● **EXERCISE AIM**: Lines with "Freiligrathstraße": please show every one of them from the listing below.

** Opening SUPPLIED MATERIAL block **

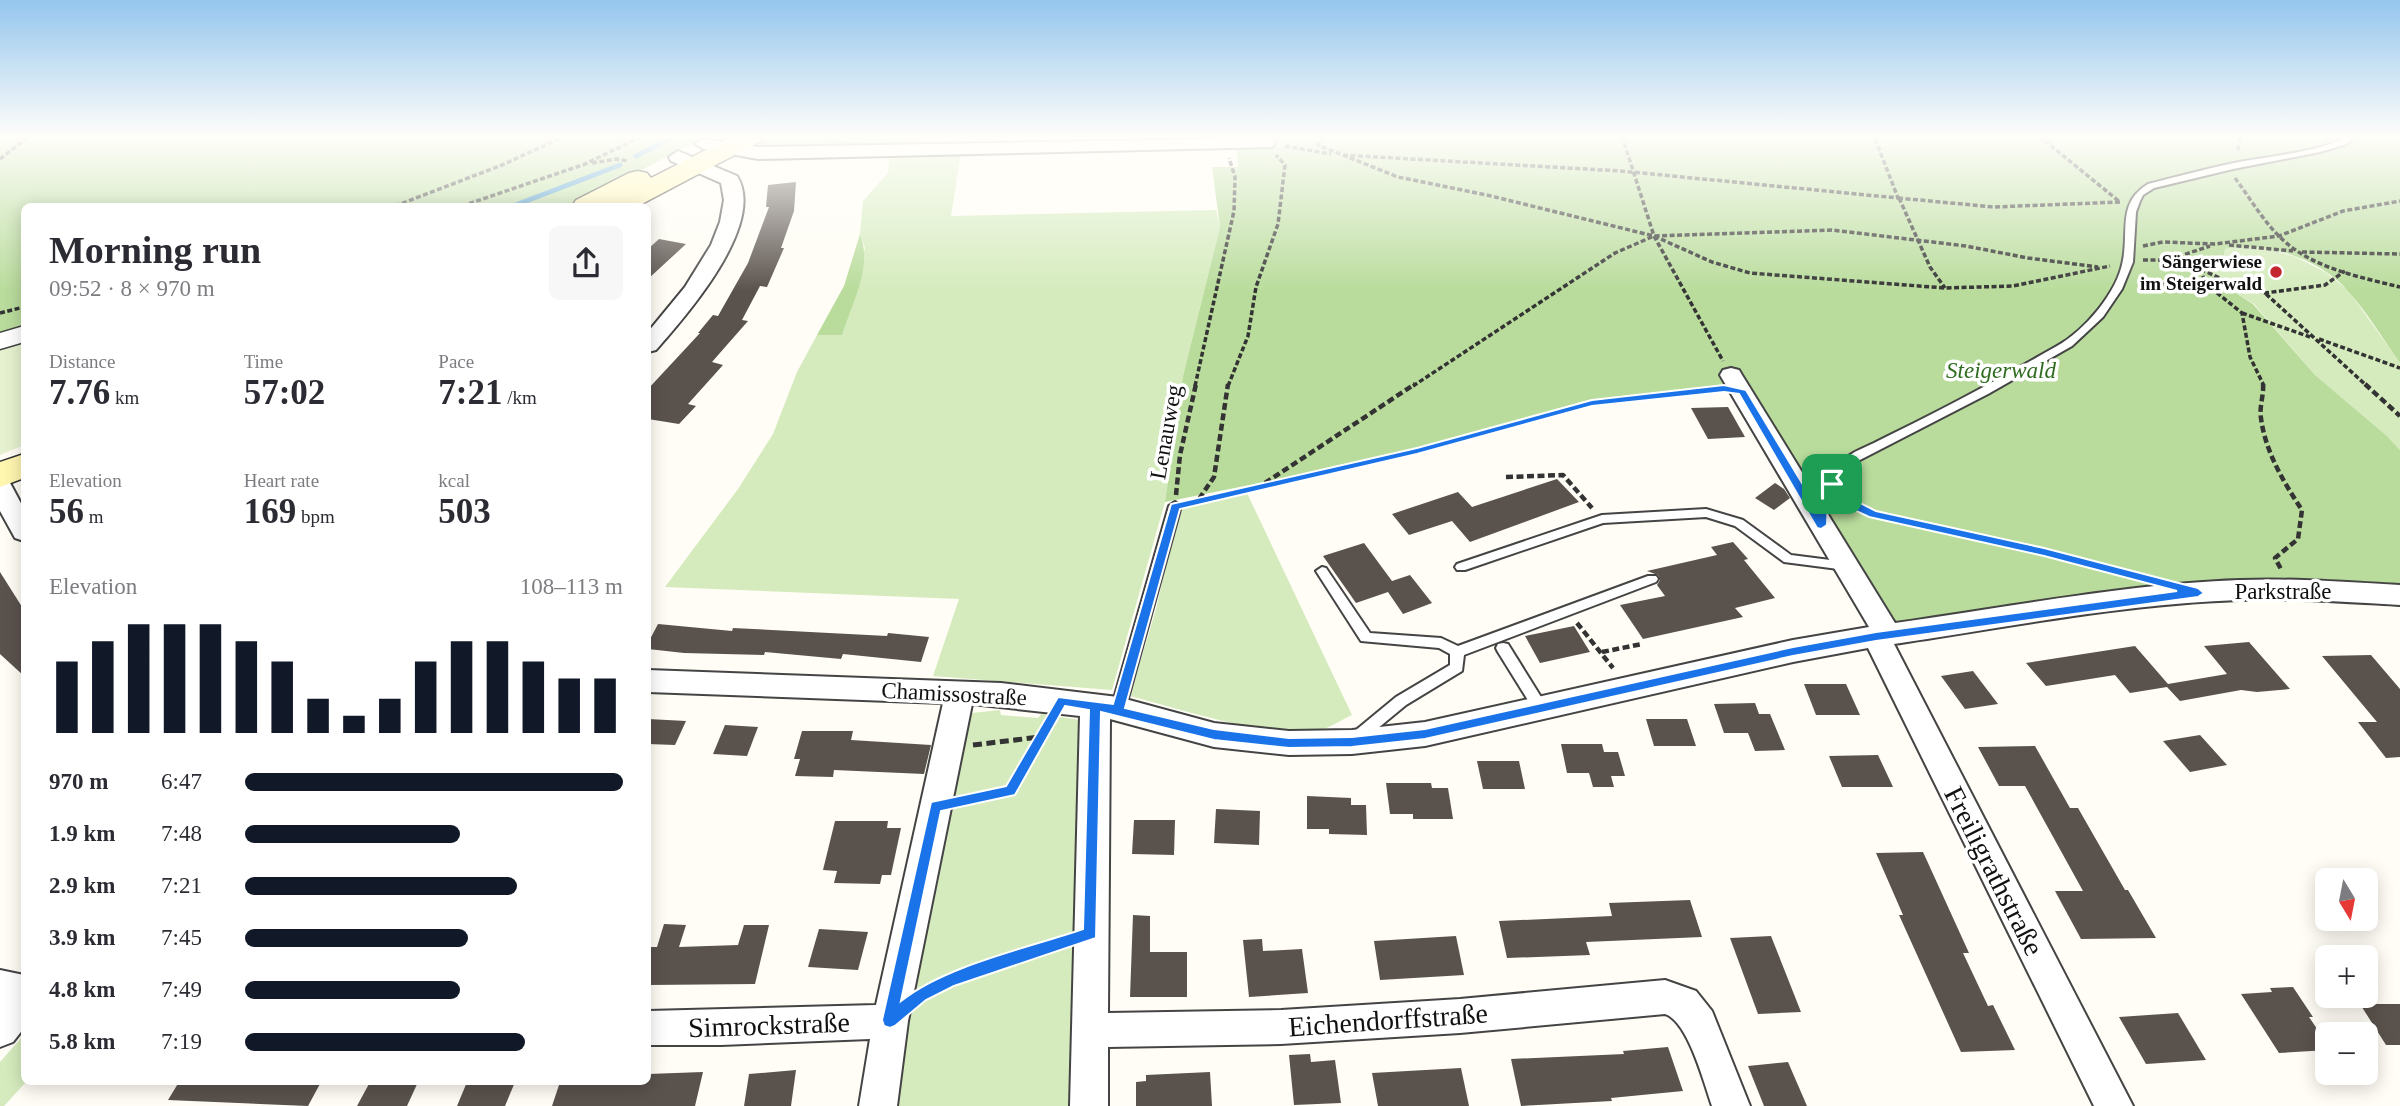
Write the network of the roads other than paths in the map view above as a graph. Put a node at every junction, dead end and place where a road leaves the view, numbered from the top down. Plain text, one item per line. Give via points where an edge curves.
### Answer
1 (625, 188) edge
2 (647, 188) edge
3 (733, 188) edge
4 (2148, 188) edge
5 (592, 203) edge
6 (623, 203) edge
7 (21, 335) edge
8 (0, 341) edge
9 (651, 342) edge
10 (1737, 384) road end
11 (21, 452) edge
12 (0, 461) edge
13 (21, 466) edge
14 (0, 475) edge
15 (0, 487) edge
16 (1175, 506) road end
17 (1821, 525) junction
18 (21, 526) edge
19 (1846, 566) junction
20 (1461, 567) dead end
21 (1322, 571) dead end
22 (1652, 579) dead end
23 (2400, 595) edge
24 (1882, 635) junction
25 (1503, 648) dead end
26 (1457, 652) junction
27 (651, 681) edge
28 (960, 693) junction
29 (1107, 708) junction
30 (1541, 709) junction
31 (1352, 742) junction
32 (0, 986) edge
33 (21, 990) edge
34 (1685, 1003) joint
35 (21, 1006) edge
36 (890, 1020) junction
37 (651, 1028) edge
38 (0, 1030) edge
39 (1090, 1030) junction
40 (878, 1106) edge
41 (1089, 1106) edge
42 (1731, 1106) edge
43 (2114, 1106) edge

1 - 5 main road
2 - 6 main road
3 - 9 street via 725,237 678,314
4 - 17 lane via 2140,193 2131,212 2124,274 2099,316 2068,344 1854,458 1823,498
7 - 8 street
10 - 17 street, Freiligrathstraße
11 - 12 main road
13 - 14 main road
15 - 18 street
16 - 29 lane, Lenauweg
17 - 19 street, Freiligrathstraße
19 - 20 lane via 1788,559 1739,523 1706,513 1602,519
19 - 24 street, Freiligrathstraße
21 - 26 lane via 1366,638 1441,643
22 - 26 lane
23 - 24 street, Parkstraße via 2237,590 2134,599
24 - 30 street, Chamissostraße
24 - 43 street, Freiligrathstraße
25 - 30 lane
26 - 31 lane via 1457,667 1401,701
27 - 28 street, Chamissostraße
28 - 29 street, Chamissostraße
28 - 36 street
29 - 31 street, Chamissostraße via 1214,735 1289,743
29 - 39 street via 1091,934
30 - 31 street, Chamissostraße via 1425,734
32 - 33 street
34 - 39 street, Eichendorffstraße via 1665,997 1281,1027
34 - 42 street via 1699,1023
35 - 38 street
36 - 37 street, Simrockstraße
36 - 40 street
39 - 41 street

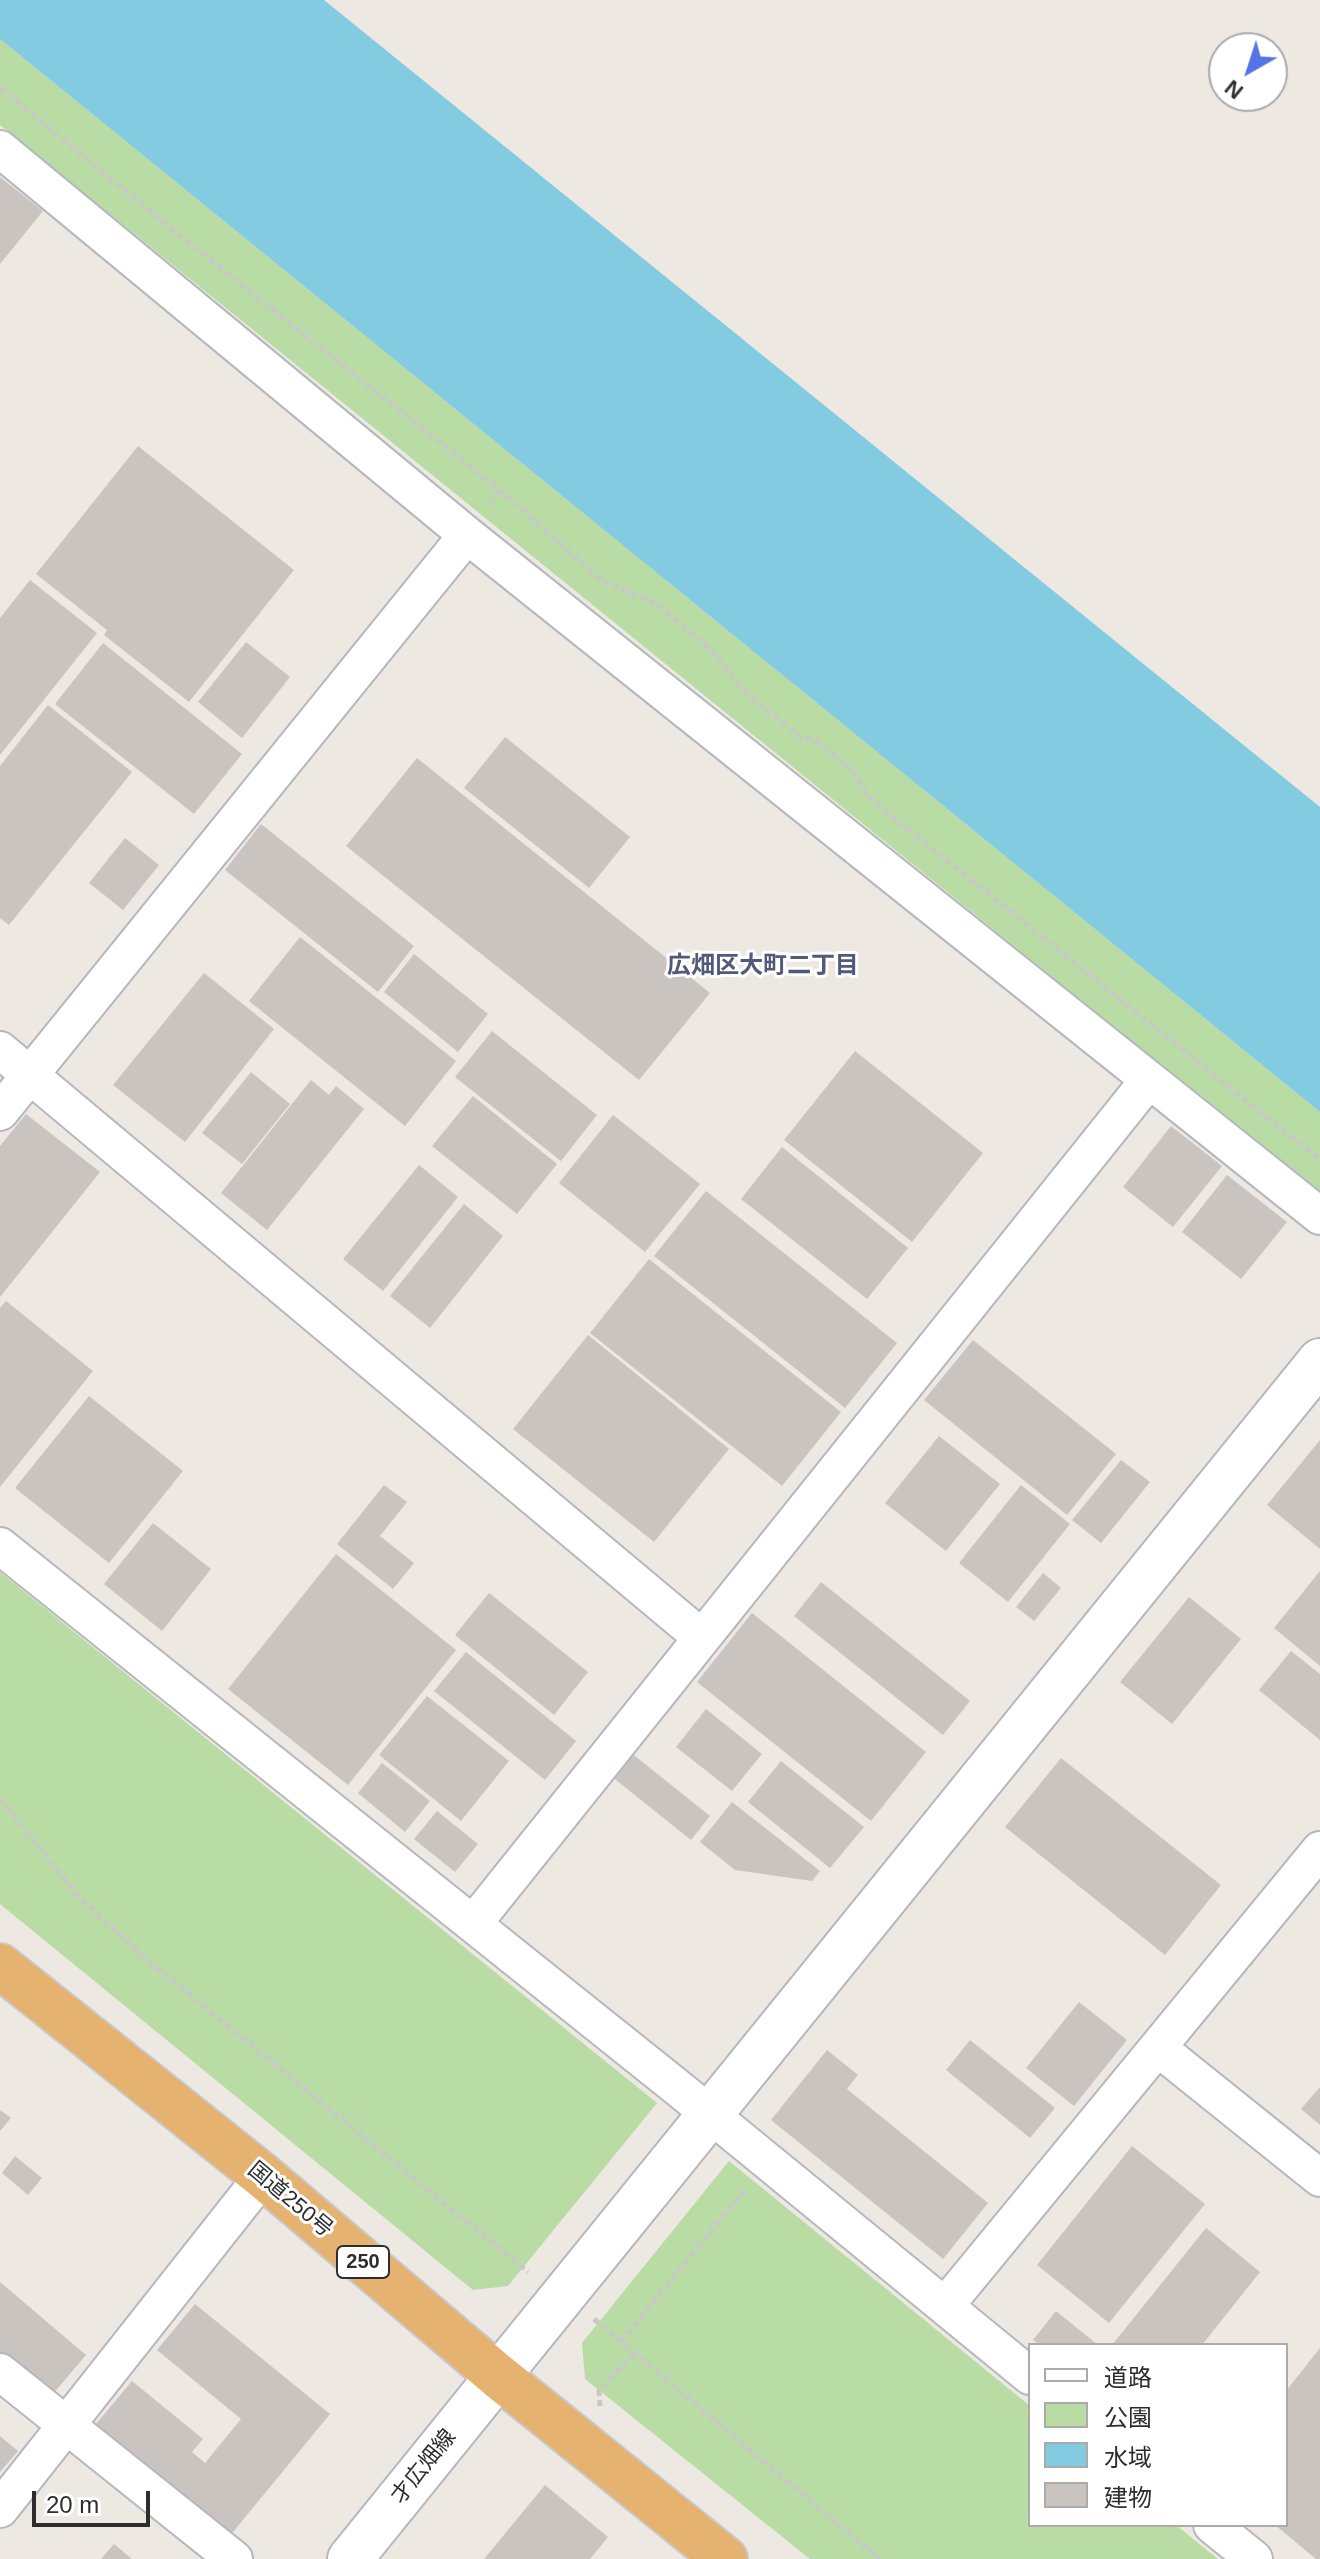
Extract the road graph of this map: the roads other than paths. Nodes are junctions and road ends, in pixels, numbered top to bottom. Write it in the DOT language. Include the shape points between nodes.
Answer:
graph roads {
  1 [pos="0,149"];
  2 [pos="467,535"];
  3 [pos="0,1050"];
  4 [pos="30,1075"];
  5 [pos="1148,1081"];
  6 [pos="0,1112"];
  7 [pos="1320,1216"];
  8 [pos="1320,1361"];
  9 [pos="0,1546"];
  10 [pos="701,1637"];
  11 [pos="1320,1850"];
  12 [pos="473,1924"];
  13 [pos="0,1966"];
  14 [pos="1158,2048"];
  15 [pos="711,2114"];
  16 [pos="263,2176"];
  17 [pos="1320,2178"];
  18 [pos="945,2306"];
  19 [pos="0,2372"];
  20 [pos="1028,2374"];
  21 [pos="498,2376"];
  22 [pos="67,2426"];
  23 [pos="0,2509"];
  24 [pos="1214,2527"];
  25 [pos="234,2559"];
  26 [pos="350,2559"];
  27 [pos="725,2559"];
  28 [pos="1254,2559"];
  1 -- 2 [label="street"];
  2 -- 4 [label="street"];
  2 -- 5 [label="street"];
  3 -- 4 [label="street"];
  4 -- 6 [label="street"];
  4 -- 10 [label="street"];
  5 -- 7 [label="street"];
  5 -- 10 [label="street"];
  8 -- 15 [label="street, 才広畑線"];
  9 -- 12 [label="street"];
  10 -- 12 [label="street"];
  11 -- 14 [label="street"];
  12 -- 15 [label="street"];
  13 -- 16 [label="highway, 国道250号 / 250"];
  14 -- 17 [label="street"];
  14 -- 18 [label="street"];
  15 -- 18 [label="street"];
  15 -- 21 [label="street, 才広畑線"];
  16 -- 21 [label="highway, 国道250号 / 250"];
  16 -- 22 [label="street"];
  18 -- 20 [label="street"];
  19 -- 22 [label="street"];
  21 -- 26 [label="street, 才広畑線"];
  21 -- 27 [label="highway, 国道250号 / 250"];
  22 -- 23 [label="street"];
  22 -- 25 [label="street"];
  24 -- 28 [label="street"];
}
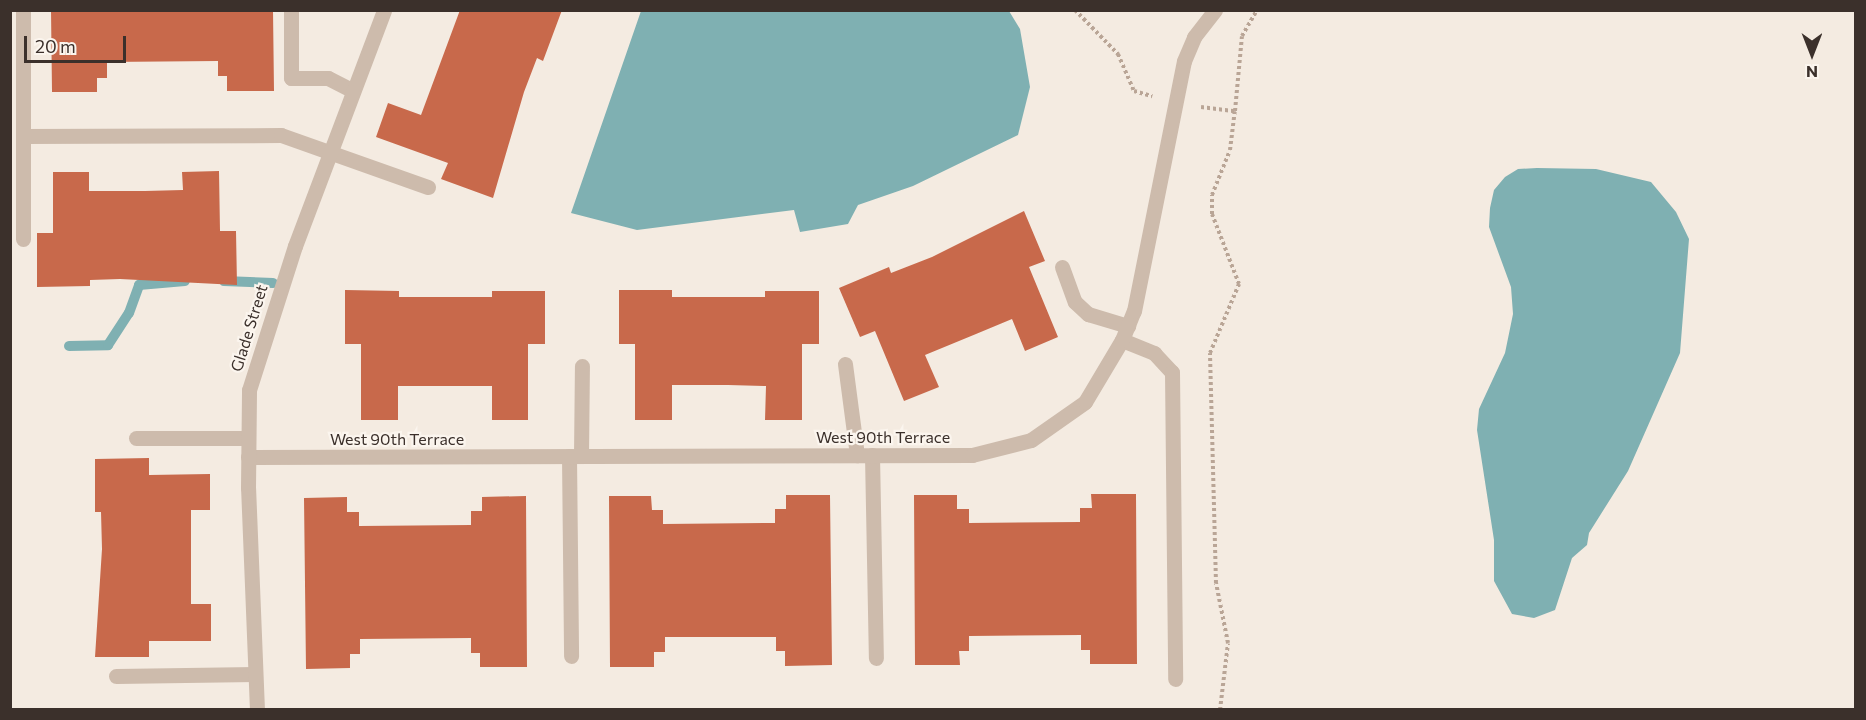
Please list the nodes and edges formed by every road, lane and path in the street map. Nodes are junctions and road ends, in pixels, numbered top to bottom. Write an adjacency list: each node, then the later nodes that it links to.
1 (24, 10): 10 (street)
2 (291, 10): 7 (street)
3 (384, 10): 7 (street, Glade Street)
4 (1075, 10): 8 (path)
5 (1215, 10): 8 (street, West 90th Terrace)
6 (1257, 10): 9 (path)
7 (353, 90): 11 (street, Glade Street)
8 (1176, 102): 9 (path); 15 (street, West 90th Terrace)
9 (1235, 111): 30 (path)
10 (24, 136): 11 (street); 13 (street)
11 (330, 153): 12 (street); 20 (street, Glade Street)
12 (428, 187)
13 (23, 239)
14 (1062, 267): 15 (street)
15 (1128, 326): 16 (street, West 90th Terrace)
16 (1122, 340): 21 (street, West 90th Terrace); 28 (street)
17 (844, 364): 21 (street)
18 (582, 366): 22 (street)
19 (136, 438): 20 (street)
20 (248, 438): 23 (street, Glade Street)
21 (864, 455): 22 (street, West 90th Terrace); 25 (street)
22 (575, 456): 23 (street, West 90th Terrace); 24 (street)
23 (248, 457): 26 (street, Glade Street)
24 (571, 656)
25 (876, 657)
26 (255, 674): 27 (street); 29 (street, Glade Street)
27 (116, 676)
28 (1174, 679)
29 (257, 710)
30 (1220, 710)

** Closing SUPPLIED MATERIAL block **

● **OUTPUT OF THE TASK**:
10 - 17 street, Freiligrathstraße
17 - 19 street, Freiligrathstraße
19 - 24 street, Freiligrathstraße
24 - 43 street, Freiligrathstraße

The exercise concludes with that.